- Claris Home Page running on Microsoft Windows
- Final release: 3.0 / January 1998; 28 years ago
- Operating system: Windows, Classic Mac OS
- Type: HTML editor

= Claris Home Page =

WYSIWYG HTML editor

Claris Home Page was one of the earliest true WYSIWYG HTML editors, developed from 1994 on. The project was code-named Loma Prieta. Claris purchased it from San Andreas Systems, reworked it to use the user interface common to all their products, and released it in 1996.

== History ==
Home Page supported all the features common in HTML at the time. In January 1998, the third and final version of Home Page was released. This version contained templates and tools for building database-driven websites using FileMaker Pro 4.1 and Claris Dynamic Markup Language (CDML).

Within weeks of the final Home Page release, parent company Apple Computer reorganized Claris into FileMaker Inc., with Home Page and the FileMaker database as its only remaining products.
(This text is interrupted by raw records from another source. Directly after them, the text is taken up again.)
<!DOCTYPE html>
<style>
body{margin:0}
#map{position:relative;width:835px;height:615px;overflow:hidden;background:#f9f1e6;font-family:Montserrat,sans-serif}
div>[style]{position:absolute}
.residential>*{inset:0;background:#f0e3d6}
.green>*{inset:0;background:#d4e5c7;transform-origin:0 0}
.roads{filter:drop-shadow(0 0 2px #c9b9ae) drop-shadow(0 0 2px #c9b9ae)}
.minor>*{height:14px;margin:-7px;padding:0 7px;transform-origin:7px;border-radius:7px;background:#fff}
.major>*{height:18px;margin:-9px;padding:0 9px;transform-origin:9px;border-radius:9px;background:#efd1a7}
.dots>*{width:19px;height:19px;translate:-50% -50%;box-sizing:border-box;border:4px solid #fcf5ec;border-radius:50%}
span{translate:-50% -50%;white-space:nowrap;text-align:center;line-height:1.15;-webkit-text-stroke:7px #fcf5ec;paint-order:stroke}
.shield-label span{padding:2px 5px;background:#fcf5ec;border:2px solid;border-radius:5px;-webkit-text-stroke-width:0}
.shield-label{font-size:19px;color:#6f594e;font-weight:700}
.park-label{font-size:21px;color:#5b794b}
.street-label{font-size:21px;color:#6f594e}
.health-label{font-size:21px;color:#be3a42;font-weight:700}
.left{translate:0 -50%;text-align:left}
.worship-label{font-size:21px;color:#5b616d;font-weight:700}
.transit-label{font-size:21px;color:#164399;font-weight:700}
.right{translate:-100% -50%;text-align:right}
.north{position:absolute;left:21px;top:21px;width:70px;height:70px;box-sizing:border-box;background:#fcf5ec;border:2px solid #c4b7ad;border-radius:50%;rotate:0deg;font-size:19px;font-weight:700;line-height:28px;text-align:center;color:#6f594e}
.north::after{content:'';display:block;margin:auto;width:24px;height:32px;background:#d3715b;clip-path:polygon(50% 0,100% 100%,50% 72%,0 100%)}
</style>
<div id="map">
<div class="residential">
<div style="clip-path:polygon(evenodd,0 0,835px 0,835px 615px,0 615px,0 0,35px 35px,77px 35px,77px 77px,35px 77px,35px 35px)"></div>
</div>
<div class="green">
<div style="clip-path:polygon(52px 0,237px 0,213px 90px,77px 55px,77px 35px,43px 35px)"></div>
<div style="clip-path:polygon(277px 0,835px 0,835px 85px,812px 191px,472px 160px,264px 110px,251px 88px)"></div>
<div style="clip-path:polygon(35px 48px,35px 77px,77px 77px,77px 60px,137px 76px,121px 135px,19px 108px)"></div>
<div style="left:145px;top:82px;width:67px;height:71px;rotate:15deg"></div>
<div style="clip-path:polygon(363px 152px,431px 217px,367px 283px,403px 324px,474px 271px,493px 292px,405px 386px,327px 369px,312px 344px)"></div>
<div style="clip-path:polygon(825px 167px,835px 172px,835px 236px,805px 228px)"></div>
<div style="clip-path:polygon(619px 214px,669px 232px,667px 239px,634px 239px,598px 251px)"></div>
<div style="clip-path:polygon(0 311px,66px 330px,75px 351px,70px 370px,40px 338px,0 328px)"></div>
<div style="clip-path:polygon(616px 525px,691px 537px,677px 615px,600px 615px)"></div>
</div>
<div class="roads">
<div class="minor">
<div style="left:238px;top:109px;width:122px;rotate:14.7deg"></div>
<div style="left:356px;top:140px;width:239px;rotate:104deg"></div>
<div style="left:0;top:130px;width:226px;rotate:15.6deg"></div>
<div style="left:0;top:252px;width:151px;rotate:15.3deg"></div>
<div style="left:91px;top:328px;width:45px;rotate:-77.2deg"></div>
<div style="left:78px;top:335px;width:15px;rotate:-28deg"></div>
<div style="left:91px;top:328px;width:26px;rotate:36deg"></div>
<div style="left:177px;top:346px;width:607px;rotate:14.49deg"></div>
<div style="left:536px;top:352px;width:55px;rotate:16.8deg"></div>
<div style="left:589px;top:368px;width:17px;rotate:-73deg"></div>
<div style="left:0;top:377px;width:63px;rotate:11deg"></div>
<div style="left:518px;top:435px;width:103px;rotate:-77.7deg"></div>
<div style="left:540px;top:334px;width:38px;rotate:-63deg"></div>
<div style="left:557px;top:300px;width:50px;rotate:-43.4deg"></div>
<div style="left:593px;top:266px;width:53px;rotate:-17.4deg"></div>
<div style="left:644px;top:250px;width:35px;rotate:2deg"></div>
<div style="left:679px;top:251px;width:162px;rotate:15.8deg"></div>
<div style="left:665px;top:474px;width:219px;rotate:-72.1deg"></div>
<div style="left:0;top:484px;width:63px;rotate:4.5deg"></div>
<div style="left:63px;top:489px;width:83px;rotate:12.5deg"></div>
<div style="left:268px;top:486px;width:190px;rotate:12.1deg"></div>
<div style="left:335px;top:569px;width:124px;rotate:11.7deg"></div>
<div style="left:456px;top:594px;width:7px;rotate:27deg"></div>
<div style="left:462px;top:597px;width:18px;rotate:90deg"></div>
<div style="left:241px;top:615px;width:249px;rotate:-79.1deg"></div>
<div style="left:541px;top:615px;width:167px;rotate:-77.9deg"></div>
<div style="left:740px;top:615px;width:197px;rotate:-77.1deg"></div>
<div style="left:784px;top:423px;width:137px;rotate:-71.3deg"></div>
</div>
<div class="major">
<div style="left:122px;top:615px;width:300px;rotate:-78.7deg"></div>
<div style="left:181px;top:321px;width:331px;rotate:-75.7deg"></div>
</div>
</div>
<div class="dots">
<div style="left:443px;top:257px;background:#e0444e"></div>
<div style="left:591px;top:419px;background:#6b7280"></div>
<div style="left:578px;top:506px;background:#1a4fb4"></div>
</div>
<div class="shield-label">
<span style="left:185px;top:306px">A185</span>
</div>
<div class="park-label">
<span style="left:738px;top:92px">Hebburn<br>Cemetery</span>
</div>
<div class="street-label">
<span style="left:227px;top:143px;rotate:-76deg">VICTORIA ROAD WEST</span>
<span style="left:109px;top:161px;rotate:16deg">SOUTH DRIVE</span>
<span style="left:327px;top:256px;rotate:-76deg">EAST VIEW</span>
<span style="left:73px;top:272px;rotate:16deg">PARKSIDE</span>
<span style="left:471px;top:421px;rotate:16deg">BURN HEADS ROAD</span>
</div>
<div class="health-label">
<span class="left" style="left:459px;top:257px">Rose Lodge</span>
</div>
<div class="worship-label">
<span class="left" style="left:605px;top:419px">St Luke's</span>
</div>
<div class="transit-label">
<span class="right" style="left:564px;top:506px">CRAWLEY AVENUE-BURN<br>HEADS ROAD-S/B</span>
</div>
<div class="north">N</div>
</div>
Home Page was discontinued in 2001, though it continued to run in the Classic Environment of Mac OS X through version 10.4. The Home Page was designed for HTML 3.2, and consequently does not support HTML 4.0. Home Page cannot display Portable Network Graphics (PNG) images, and if it is used to upload them, the PNG files will be corrupted and rendered unviable.

Programmer Sam Schillace, who had developed Claris Home Page with his partner Steve Newman from 1994 on, would later go on to lead the development of Google Docs.